Mental illness - how it impacts people
Physical illness is easy to see and is an external manifestation of stress or mental illness that wasn't taken care of originally. Somehow this is considered normal and acceptable in our society. Mental illness is almost invisible and internal and there is still a lot of stigma attached. Both illnesses can be debilitating and both Illnesses involve our nervous systems and automatic stress response.
When we experience physical illness, our body is saying "Hello! Something you are doing in your life (environment) isn't working for you. The way you are living your life needs to change." This might relate to work, diet, exercise, needing more laughter or connection or a myriad of other things.
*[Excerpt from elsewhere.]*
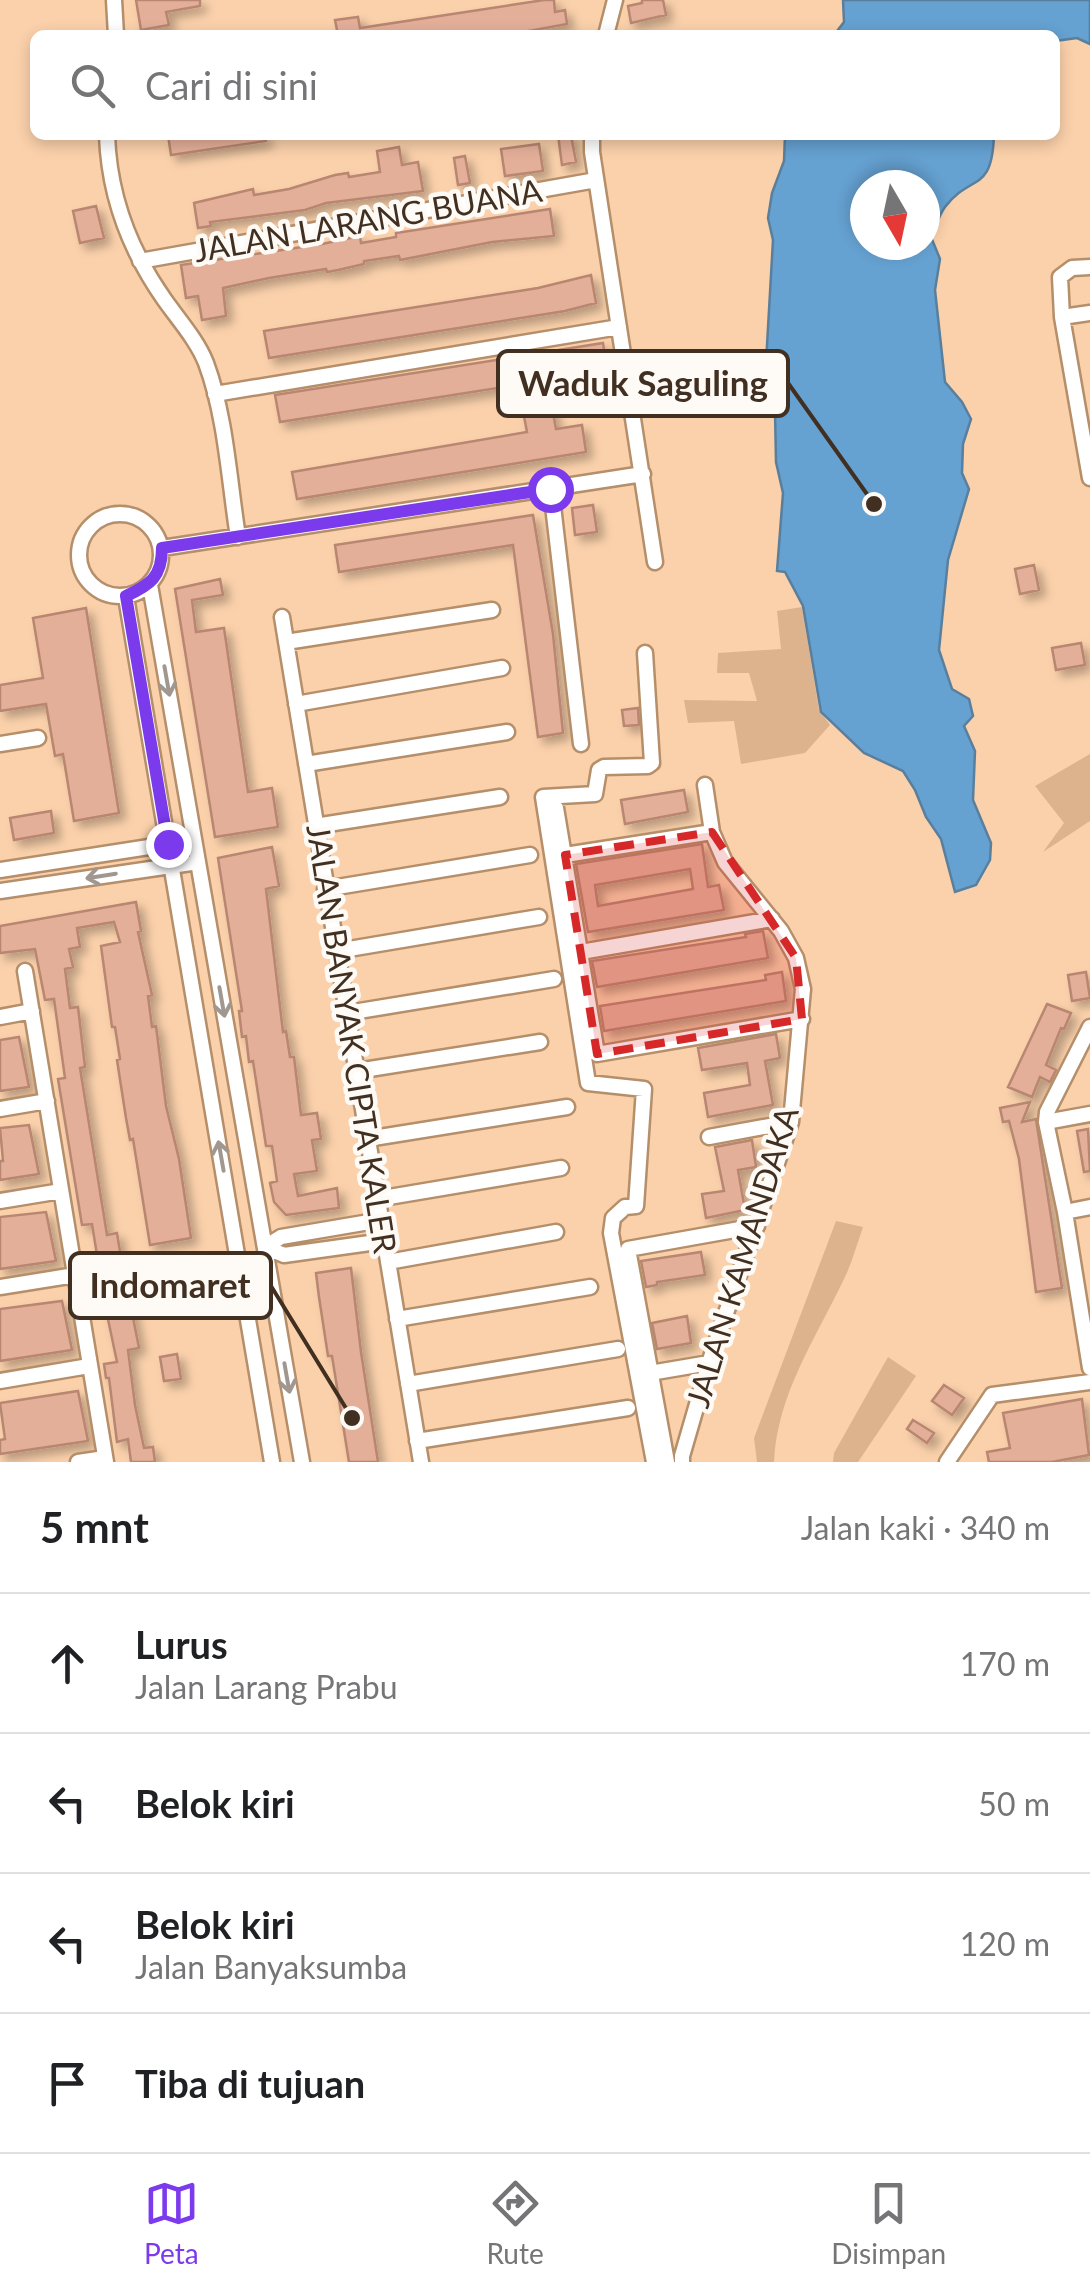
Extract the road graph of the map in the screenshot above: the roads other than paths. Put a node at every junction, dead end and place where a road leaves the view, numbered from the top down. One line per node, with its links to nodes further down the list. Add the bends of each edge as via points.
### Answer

Making healthier life choices can be challenging, as the old habitual pattern wants to run due to the strength of that pattern in the brain.
When we experience mental illness, the brain is saying "Hello! something you are thinking isn't working for you. You need to change some of your current beliefs that you believe to be true an maybe shift your priorities."
Changing our perspective can also be challenging as our society isn't set up like eastern societies, where it is normal to practice mindfulness and presence. This challenge is also caused by the strength of our habitual thinking in our brain.
All illness - mental or physical - begins with stress.
When stress isn't taken care of, it becomes depression or anxiety and people can start to use various destructive coping strategies (such as substance abuse, gambling, poor behaviour). All physical illness starts with a thought too, it is just that certain thinking leads to mental illness and other thinking leads to physical illness.
From working with people with mental illness for many years, growing up with a mother with mental illness and moving through my own mental health challenges, some important points have become obvious to me:
1. In our society we are taught to look at mind, body and spirit separately. When we have physical illness we go to a doctor or physiotherapist. When we have psychological illness we are told to go to a psychologist or psychiatrist. When we need help with spiritual, we go to a yoga or meditation teacher, a tarot reader or an astrologer. When the truth is that the mind, body and spirit are interconnected and cannot be separated. One always affects the other.
2. We are energy beings. Everything is energy and so are we. People with mental illness are more sensitive to this energy, so they are picking it up, noticing it, though don't have the conditioning (belief structure for genetics and past experiences) to make sense of what they are picking up.
3. People with mental illness are not broken. They don't have depression or anxiety. They are doing depression and anxiety, due to their current conditioned thinking. When educated on how to think differently and given the tools and strategies to action this new way of thinking, they recover. Their mind body is working perfectly! It is what they are thinking that causes the upsetting (and unsettling) emotions.
4. Mindfulness practice is a key practice for those experiencing mental illness. As they begin to observe their thoughts and feelings, they are no longer lost in them, believing they are those thoughts and feelings. When they become the observer of their experience, they can see that these feelings can't hurt them and in fact they are just unpleasant body sensations caused by the chemicals the brain dumped due to their thoughts.
5. We are worthy because we are alive and automatically contributing in other peoples lives. We are connecting and others learn from us and we learn from them. Then we pass this onto the next generation and the species continues. All of us are worthy, including people with mental illness. They are also teaching and learning.